Professor Oscar Ces and Drs Nick Jones and Billy Wu – some of the brains behind the – explore how a space for invention has a message for everyone.

Using innovation as a route for engaging stakeholders seems like a no-brainer if you work at a university. But if you have no budget, no access to equipment, or your business idea is tangential to your day job, then the process of developing your idea can be quite frustrating.

A few years ago, we asked ourselves what would happen if a university like Imperial gave an equal means of developing ideas to everyone: students, researchers, administrative staff, corporate partners, local businesses and members of the community. Could we activate a dormant population of inventors, and offer new ways of interacting with the College? Could we even inspire a new generation of entrepreneurs, create new companies, or trigger new avenues of research?

Turning ideas into reality

So it was that in 2014 we established the Imperial College Advanced Hackspace (ICAH). With funding from the Engineering and Physical Sciences Research Council (EPSRC), we set out to provide a community-operated venture with free access to a network of workshops, laboratories, co-location spaces, world-class prototyping equipment, training and experts.

Across its spaces ICAH would support “making” in its broadest sense, from synthetic biology to molecular fabrication, microfluidics, additive manufacturing, robotics and automation, electronics, metal work, woodwork and textiles. All users had to do was to bring their ideas and pay for their consumables. We would take care of the rest.

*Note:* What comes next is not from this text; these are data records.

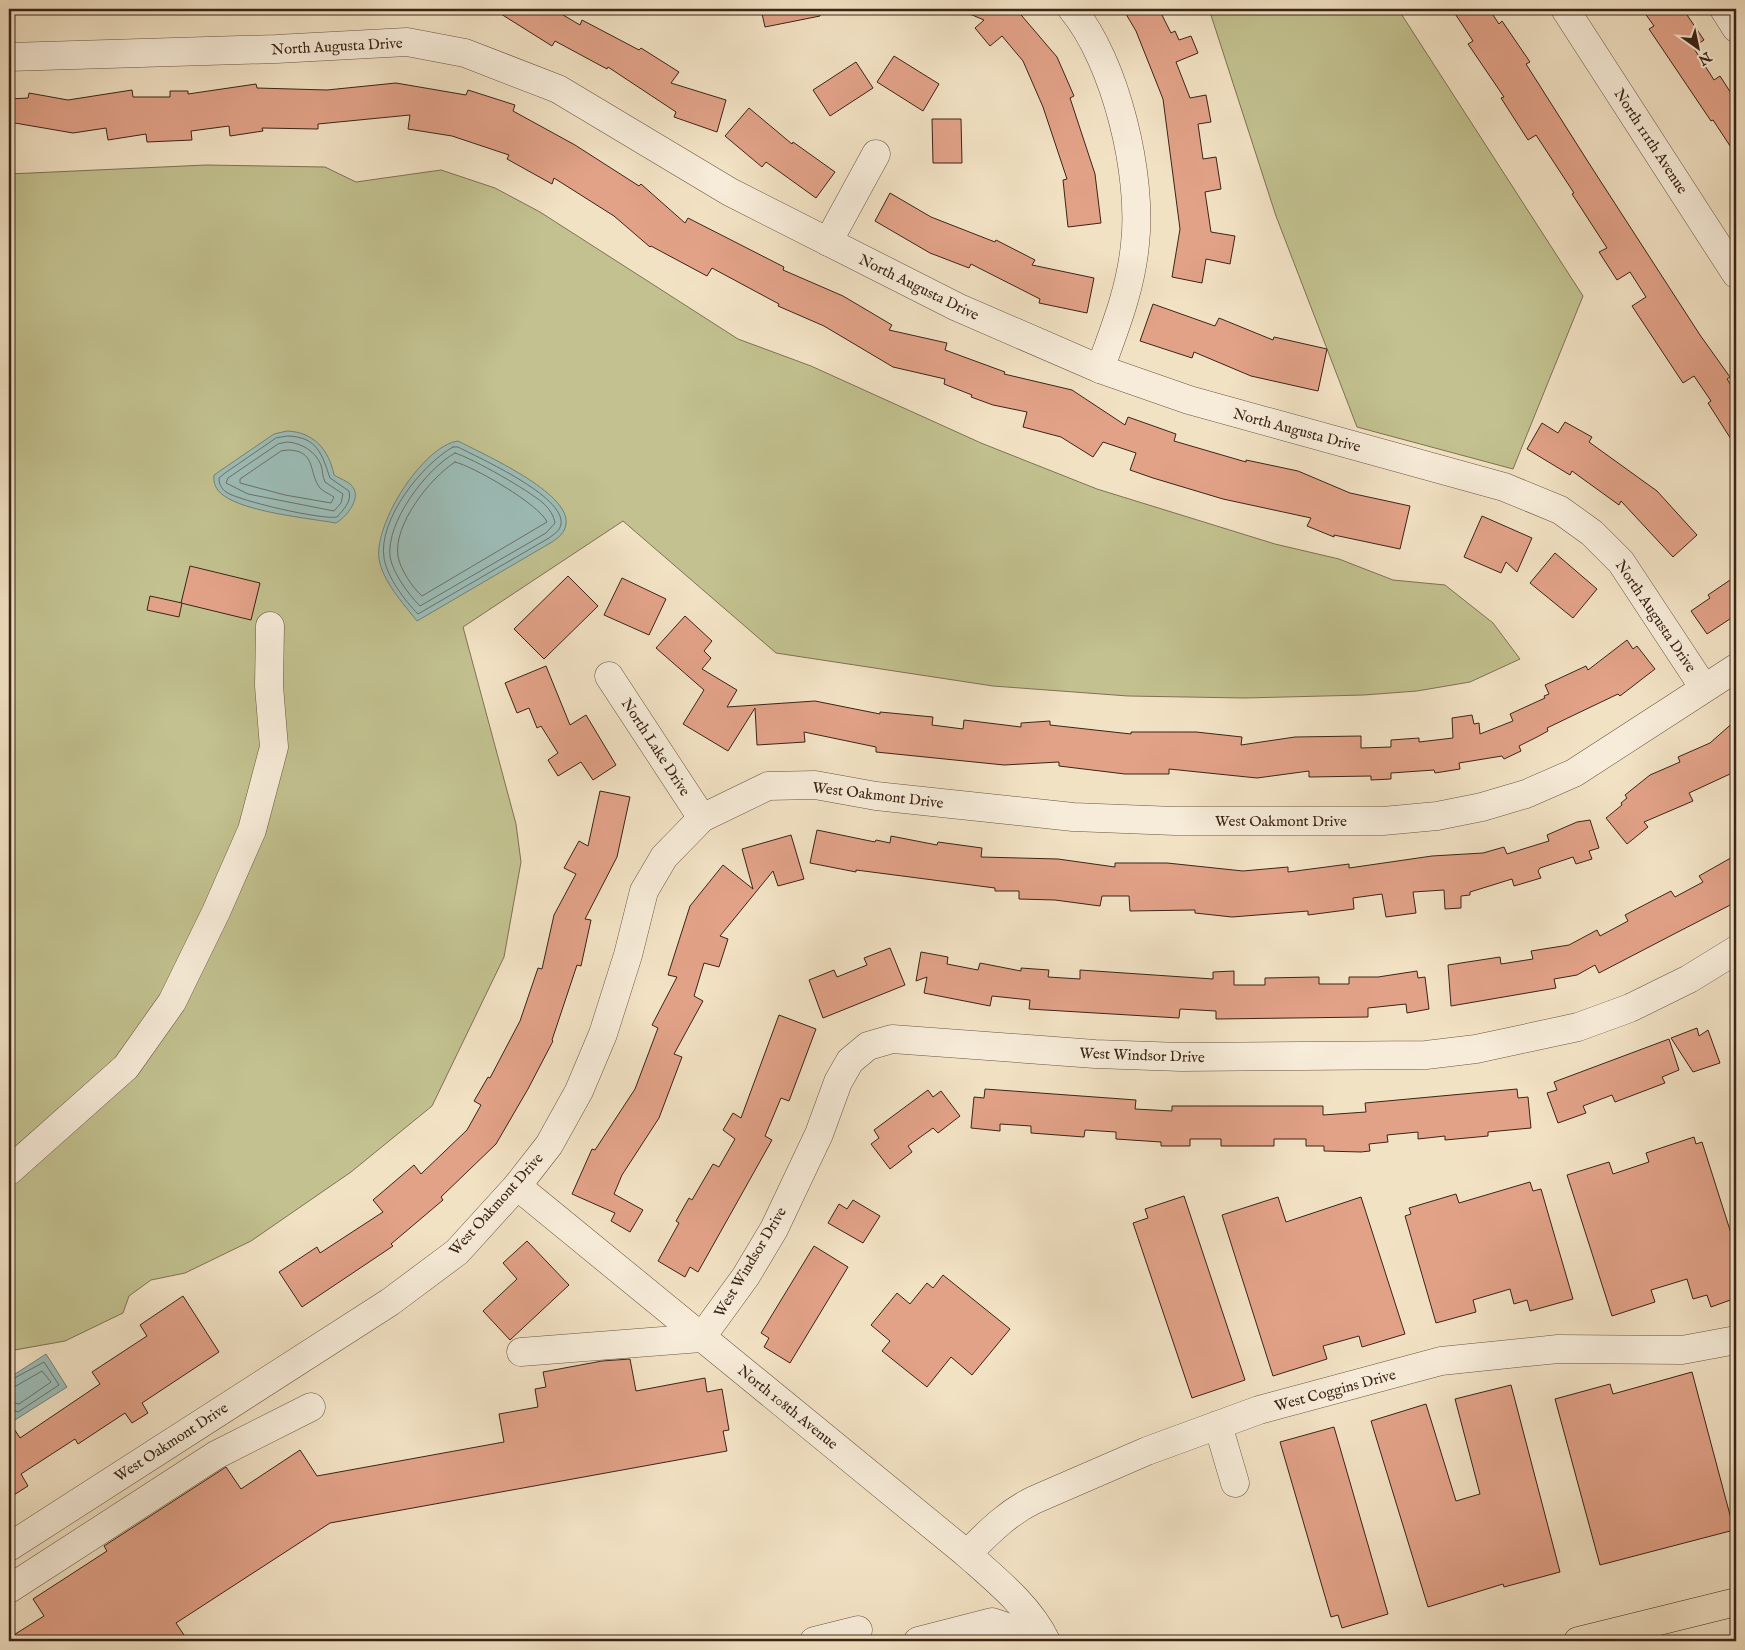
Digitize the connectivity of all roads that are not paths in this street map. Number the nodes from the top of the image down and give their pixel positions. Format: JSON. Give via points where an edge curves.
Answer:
{"nodes":[{"id":1,"x":1072,"y":9,"type":"edge"},
{"id":2,"x":1565,"y":9,"type":"edge"},
{"id":3,"x":1724,"y":9,"type":"edge"},
{"id":4,"x":1736,"y":28,"type":"edge"},
{"id":5,"x":9,"y":57,"type":"edge"},
{"id":6,"x":876,"y":154,"type":"dead end"},
{"id":7,"x":828,"y":242,"type":"junction"},
{"id":8,"x":1736,"y":274,"type":"edge"},
{"id":9,"x":1100,"y":369,"type":"junction"},
{"id":10,"x":270,"y":626,"type":"dead end"},
{"id":11,"x":1736,"y":668,"type":"edge"},
{"id":12,"x":609,"y":676,"type":"dead end"},
{"id":13,"x":1704,"y":688,"type":"junction"},
{"id":14,"x":702,"y":818,"type":"junction"},
{"id":15,"x":1736,"y":950,"type":"edge"},
{"id":16,"x":9,"y":1171,"type":"edge"},
{"id":17,"x":517,"y":1186,"type":"junction"},
{"id":18,"x":701,"y":1338,"type":"junction"},
{"id":19,"x":1736,"y":1340,"type":"edge"},
{"id":20,"x":521,"y":1352,"type":"dead end"},
{"id":21,"x":311,"y":1407,"type":"dead end"},
{"id":22,"x":1218,"y":1425,"type":"junction"},
{"id":23,"x":1234,"y":1483,"type":"dead end"},
{"id":24,"x":9,"y":1547,"type":"edge"},
{"id":25,"x":967,"y":1554,"type":"junction"},
{"id":26,"x":9,"y":1589,"type":"edge"},
{"id":27,"x":1736,"y":1602,"type":"edge"},
{"id":28,"x":858,"y":1630,"type":"dead end"},
{"id":29,"x":814,"y":1641,"type":"edge"},
{"id":30,"x":918,"y":1641,"type":"edge"},
{"id":31,"x":1016,"y":1641,"type":"edge"},
{"id":32,"x":1046,"y":1641,"type":"edge"},
{"id":33,"x":1578,"y":1641,"type":"edge"}],
"edges":[{"from":1,"to":9,"type":"street","via":[[1097,51],[1122,115],[1134,181],[1135,244],[1124,304]]},
{"from":2,"to":8,"type":"street","name":"North 111th Avenue"},
{"from":3,"to":4,"type":"street"},
{"from":5,"to":7,"type":"street","name":"North Augusta Drive","via":[[408,42],[465,53],[558,89],[730,192]]},
{"from":6,"to":7,"type":"street"},
{"from":7,"to":9,"type":"street","name":"North Augusta Drive","via":[[957,307]]},
{"from":9,"to":13,"type":"street","name":"North Augusta Drive","via":[[1189,400],[1504,487],[1560,510],[1592,533],[1621,562]]},
{"from":10,"to":16,"type":"street","via":[[269,686],[274,748],[252,830],[216,912],[172,1002],[126,1067]]},
{"from":11,"to":13,"type":"street","name":"West Oakmont Drive"},
{"from":12,"to":14,"type":"street","name":"North Lake Drive"},
{"from":13,"to":14,"type":"street","name":"West Oakmont Drive","via":[[1574,773],[1526,794],[1437,816],[1383,821],[1175,822],[1083,817],[876,796],[815,785],[768,786]]},
{"from":14,"to":17,"type":"street","name":"West Oakmont Drive","via":[[664,857],[644,891],[603,1034],[579,1091],[549,1145]]},
{"from":15,"to":18,"type":"street","name":"West Windsor Drive","via":[[1689,979],[1578,1027],[1476,1049],[1426,1055],[1123,1055],[909,1039],[892,1039],[868,1046],[850,1060],[838,1082],[819,1134],[774,1229],[746,1276]]},
{"from":17,"to":18,"type":"street","name":"North 108th Avenue"},
{"from":17,"to":24,"type":"street","name":"West Oakmont Drive","via":[[457,1252],[390,1302]]},
{"from":18,"to":20,"type":"street"},
{"from":18,"to":25,"type":"street","name":"North 108th Avenue"},
{"from":19,"to":22,"type":"street","name":"West Coggins Drive","via":[[1682,1350],[1558,1349],[1441,1361],[1259,1410]]},
{"from":21,"to":26,"type":"street","via":[[216,1455]]},
{"from":22,"to":23,"type":"street"},
{"from":22,"to":25,"type":"street","name":"West Coggins Drive","via":[[1147,1451],[1017,1508],[998,1522]]},
{"from":25,"to":32,"type":"street","name":"North 108th Avenue","via":[[1020,1603]]},
{"from":27,"to":33,"type":"highway"},
{"from":28,"to":29,"type":"street"},
{"from":30,"to":31,"type":"street","via":[[992,1622],[1004,1626]]}]}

Democratic multidisciplinarity

In just over four years, the ICAH community has become a multi-disciplinary serendipity machine, convening a community of like-minded hackers, experimentalists, inventors, designers and entrepreneurs from across Imperial.

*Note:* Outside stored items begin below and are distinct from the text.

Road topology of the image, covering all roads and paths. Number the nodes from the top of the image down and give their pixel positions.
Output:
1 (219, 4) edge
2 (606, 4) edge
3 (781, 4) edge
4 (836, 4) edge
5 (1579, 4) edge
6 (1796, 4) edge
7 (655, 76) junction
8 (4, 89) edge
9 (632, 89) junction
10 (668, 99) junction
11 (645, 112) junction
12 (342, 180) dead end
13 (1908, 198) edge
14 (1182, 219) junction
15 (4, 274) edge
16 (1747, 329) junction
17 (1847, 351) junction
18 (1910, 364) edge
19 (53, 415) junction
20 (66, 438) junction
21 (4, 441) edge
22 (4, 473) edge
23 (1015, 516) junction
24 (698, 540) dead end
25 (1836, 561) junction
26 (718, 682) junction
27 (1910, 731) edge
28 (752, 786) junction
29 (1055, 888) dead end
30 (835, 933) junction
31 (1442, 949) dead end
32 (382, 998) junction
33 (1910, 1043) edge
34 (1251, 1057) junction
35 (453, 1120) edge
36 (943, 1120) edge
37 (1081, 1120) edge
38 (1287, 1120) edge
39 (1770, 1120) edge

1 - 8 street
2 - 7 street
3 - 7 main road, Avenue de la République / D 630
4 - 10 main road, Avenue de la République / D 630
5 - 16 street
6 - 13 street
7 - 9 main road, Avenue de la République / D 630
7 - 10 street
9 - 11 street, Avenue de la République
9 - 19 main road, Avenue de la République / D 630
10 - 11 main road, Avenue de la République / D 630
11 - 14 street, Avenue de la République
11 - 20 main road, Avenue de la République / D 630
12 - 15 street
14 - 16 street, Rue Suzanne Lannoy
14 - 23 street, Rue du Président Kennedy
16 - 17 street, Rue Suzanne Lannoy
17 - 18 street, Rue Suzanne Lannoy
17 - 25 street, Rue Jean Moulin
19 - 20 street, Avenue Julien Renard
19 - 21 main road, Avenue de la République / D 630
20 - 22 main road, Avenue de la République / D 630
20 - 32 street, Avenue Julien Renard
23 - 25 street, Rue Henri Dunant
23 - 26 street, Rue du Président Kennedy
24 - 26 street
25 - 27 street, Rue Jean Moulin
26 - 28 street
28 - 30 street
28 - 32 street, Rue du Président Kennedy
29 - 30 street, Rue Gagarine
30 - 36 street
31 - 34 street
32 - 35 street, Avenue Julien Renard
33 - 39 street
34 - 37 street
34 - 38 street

It’s a place where people with common interests in exploration, device prototyping, med tech, computers, machining, automated synthesis, synthetic biology, digital art, robotic and diagnostics can meet, socialise and collaborate.

It has become a home for democratised research, invention and innovation, where status is irrelevant, and the only thing that counts is your desire to make things happen and help others in their endeavours. Some people use ICAH to enhance the pace of their research, whilst others want to validate an idea, help solve a business challenge, or generate minimal viable products.

ICAH originals

  • The Polyfloss Factory: a new recycling process based on the principle of candy-floss machines, to transform thermoplastics into wool for insulation, packaging, garments or product design.
  • Supersilk: feeding graphene to silk worms creates a new, strong, conductive, sustainable material that could be woven into maternity clothing to incorporate sensors for monitoring blood pressure and baby movements.
  • Bladebug: a multi-legged, walking robot for maintaining wind turbine blades, maximising their lifespan and reducing the need for humans to undertake risky abseiling inspections.
  • 3D printed ceramics: a new ceramic printer creates intricate 3D internal structures and surface patterns that can be used to alter the mechanical properties of materials.
  • Gyrogear: an Imperial startup company developing a device to stabilise the hands of people with tremors developed its first prototypes in ICAH


New ways of working with industry

ICAH also has lots to offer new and established businesses that are moving towards more collaborative, leaner innovation models. It is tailor-made for commercial partners to collaborate with College staff, students and alumni to rapidly convert research ideas into breakthrough prototype solutions. It has also become a place where companies come to recruit the brightest minds. If you want to meet global thinkers, change makers, value creators, you will find them at ICAH.

Hackathons provide companies with a specific way to find both ideas and people, by harnessing the ICAH community to develop solutions for defined industrial challenges via a scale-fast, fail-fast framework. At ICAH we convene the best hackers for a brief and organise them into skill-complementing teams. They come along for the opening night, the company pitches a challenge, and then everyone gets cracking, with ideas being validated and transformed into working prototypes in just days.

Moving forwards

When we established ICAH in 2014, it was an experiment with just two ideation and hackspaces on the South Kensington Campus. In 2017, ICAH extended its capabilities with a new bespoke facility in the Invention Rooms at White City. It is now more closely aligned to Imperial’s wider entrepreneurial ecosystem, with stronger links to the Enterprise Lab and White City Incubator. The ICAH network of spaces is set to grow, as we continue to offer anyone in our networks their ticket to travel from idea to commercialisation.